Commodity Price Risk — Commodity price risks result from exposure to changes in spot prices, forward prices, price volatilities and correlations between the price of power, steam and natural gas. We manage the commodity price risk and the variability in future cash flows from forecasted sales of power and purchases of natural gas of our entire portfolio of generating assets and contractual positions by entering into various derivative or non-derivative instruments.
The fair value of outstanding derivative commodity instruments at March 31, 2009, based on price source and the period during which the instruments will mature, are summarized in the table below (in millions):
Fair Value Source | | 2009 | | | 2010-2011 | | | 2012-2013 | | | After 2013 | | | Total | |
Prices actively quoted | | $ | 342 | | | $ | 332 | | | $ | (9 | ) | | $ | — | | | $ | 665 | |
Prices provided by other external sources | | | 42 | | | | (269 | ) | | | 19 | | | | — | | | | (208 | ) |
Prices based on models and other valuation methods | | | — | | | | — | | | | — | | | | 1 | | | | 1 | |
Total fair value | | $ | 384 | | | $ | 63 | | | $ | 10 | | | $ | 1 | | | $ | 458 | |
We measure the commodity price risks in our portfolio on a daily basis using a VAR model to estimate the maximum potential one-day risk of loss resulting from market movements in comparison to internally established thresholds.
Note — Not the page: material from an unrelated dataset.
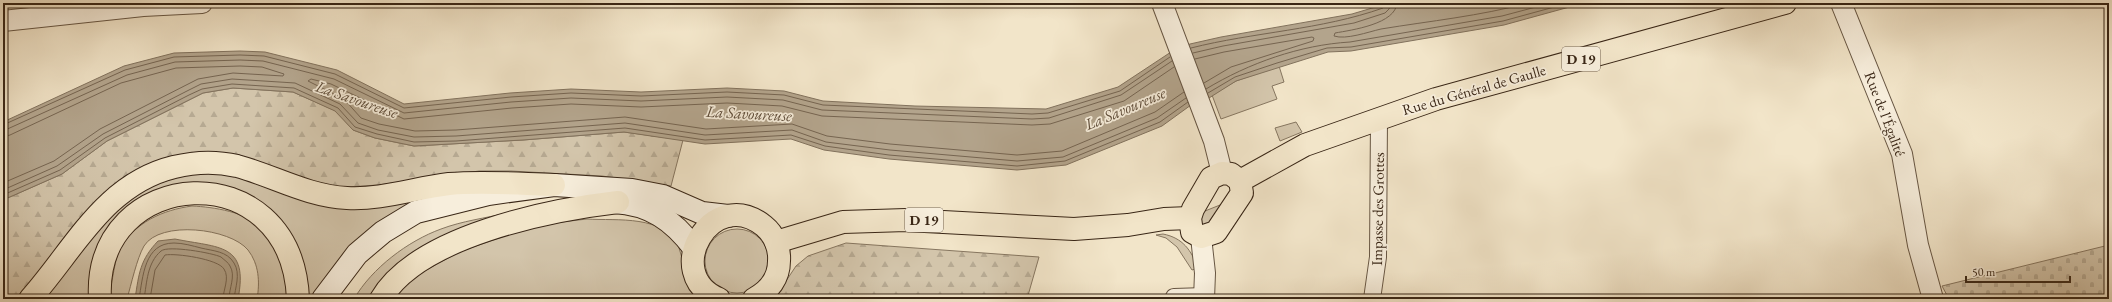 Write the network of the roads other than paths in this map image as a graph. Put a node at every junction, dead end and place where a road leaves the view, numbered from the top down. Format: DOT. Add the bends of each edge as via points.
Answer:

Our VAR is calculated for our entire portfolio which is comprised of commodity derivatives, power plants, PPAs, and other physical and financial transactions. The portfolio VAR calculation incorporates positions for the remaining portion of the current calendar year plus the following two calendar years. We measure VAR using a variance/covariance approach based on a confidence level of 95%, a one-day holding period, and actual observed historical correlation. While we believe that our VAR assumptions and approximations are reasonable, different assumptions and/or approximations could produce materially different estimates.
The table below presents the high, low and average of our daily VAR for the three months ended March 31, 2009 and 2008, as well as our VAR at March 31, 2009 and 2008 (in millions):
| | 2009 | | | 2008 | |
Three months ended March 31: | | | | | | |
High | | $ | 59 | | | $ | 52 | |
Low | | $ | 47 | | | $ | 39 | |
Average | | $ | 52 | | | $ | 43 | |
As of March 31 | | $ | 54 | | | $ | 52 | |
Liquidity Risk — Liquidity risk arises from the general funding requirements needed to manage our activities and assets and liabilities. Increasing natural gas prices or Market Heat Rates can cause increased collateral requirements. Our liquidity management framework is intended to maximize liquidity access and minimize funding costs during times of rising prices. See further discussion regarding our uses of collateral as they relate to our commodity procurement and risk management activities in Note 9 of the Notes to Consolidated Condensed Financial Statements.
We have also borrowed $725 million under our Exit Credit Facility, as discussed in “— Liquidity and Capital Resources” above to mitigate our liquidity risk.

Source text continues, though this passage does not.